INPUT DATA:
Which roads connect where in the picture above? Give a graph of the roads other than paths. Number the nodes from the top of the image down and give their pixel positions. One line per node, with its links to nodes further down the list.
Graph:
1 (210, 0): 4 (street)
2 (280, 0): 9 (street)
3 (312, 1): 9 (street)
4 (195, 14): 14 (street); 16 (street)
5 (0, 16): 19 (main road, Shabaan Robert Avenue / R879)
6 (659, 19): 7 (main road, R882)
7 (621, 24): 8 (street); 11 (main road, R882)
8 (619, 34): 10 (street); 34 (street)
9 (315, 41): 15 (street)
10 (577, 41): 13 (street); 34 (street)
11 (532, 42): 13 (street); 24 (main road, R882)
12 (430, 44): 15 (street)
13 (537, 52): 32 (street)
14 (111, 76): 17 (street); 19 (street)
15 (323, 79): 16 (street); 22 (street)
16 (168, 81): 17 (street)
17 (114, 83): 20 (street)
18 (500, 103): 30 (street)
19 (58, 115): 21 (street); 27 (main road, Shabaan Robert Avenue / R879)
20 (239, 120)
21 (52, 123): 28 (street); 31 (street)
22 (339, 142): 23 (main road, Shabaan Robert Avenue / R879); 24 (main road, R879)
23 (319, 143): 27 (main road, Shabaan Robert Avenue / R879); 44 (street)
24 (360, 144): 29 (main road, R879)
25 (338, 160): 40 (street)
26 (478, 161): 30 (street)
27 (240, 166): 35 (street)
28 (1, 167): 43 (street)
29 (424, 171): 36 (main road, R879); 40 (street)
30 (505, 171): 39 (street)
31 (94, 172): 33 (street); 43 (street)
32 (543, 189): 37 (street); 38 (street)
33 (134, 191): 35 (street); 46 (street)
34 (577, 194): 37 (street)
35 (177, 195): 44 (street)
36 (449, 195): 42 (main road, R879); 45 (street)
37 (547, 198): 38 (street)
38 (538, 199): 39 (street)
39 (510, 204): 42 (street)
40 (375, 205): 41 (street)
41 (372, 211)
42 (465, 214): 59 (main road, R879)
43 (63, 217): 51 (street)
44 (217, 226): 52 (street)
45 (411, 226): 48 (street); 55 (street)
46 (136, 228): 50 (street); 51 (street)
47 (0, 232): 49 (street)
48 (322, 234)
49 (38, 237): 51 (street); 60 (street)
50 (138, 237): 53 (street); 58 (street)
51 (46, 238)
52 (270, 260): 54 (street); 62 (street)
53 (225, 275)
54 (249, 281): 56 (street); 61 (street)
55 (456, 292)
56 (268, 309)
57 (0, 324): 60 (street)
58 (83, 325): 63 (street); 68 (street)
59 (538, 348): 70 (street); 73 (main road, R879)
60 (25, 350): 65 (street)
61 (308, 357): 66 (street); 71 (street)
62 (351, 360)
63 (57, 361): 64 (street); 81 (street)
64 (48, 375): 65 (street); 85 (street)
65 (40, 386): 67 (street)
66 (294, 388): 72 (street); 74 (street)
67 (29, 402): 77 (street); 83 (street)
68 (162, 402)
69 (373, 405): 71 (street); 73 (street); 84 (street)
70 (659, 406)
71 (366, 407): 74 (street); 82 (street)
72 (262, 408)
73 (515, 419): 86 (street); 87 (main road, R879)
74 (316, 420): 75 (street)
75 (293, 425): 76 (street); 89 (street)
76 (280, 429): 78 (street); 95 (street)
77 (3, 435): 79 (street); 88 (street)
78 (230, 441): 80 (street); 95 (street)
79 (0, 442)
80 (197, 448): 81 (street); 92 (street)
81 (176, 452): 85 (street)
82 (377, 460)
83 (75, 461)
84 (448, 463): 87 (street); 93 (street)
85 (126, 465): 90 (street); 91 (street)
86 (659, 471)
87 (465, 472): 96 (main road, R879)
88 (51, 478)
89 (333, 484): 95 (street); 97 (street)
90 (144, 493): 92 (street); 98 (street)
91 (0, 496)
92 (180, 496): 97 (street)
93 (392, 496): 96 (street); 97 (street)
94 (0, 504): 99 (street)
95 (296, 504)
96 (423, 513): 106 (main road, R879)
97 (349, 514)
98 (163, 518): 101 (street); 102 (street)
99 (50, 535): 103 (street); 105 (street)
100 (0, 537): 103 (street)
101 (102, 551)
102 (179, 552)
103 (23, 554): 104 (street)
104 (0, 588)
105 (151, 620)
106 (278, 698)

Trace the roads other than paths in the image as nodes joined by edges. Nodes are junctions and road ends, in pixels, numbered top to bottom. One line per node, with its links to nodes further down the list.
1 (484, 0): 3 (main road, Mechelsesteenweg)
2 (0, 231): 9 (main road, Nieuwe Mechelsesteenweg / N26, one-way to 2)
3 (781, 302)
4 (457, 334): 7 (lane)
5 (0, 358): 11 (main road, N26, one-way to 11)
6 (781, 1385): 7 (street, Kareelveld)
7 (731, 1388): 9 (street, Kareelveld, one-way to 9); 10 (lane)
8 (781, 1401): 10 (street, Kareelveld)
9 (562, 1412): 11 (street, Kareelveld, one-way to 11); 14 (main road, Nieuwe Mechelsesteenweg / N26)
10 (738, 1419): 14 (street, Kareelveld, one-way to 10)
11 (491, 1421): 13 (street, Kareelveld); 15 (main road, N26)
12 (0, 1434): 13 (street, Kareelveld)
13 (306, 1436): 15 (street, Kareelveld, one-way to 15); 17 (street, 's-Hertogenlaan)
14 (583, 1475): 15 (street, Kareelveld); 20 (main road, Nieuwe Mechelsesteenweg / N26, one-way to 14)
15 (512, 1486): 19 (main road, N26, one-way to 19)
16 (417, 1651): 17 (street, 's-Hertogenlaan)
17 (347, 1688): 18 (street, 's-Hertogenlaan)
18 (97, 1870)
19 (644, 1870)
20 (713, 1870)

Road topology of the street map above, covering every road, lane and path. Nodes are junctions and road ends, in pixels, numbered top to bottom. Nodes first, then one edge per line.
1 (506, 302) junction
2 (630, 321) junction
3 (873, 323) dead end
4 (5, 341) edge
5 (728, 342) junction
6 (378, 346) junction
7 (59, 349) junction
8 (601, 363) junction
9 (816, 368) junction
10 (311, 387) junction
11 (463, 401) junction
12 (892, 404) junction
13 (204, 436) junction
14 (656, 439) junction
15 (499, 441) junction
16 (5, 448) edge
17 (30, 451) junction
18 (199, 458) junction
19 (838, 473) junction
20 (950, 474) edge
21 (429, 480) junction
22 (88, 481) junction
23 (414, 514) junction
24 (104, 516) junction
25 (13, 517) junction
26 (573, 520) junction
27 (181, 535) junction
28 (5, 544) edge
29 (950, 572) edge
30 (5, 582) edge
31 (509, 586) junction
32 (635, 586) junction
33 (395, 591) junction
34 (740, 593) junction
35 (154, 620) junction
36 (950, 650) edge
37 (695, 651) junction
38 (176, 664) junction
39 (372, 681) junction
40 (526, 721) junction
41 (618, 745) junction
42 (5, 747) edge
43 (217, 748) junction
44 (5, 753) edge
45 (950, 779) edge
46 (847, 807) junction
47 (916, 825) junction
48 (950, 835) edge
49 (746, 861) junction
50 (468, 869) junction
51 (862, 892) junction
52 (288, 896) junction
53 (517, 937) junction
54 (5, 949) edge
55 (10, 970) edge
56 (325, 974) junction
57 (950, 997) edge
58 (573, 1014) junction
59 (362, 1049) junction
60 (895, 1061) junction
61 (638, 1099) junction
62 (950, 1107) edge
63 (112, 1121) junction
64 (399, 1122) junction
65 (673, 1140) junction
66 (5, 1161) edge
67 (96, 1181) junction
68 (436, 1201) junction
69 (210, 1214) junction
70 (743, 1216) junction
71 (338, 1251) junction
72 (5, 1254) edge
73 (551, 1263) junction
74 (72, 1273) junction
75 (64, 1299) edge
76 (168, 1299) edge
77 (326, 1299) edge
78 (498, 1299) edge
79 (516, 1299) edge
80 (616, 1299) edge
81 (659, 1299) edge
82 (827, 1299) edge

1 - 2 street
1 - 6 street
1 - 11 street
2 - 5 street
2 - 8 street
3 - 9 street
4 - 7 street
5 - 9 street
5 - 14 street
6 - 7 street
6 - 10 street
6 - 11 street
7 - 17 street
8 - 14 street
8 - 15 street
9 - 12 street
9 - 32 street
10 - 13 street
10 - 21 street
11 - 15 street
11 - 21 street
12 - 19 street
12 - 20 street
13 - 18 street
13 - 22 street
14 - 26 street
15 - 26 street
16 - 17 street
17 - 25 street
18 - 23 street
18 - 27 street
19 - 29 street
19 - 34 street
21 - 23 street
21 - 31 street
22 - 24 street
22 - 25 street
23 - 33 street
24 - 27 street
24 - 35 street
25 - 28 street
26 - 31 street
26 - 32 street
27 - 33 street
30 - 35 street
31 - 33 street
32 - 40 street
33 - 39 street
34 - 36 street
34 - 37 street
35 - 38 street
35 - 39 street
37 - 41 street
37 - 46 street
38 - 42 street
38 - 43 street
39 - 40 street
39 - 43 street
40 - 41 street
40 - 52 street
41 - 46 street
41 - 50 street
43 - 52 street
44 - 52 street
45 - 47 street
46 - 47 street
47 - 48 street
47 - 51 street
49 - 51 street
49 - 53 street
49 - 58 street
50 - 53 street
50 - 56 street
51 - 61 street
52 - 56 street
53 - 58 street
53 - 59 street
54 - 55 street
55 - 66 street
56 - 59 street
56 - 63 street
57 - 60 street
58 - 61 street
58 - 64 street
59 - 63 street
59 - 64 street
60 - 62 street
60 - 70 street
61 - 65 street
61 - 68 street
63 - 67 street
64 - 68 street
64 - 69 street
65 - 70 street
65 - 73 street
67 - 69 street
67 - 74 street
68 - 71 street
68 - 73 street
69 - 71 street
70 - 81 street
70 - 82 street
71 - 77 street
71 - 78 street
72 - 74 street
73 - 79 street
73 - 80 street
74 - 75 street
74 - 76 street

TASK GOAL: What is the number of lines above that hold the string "roads"? Answer with that number alone.

RESPONSE TO THIS EXERCISE: 2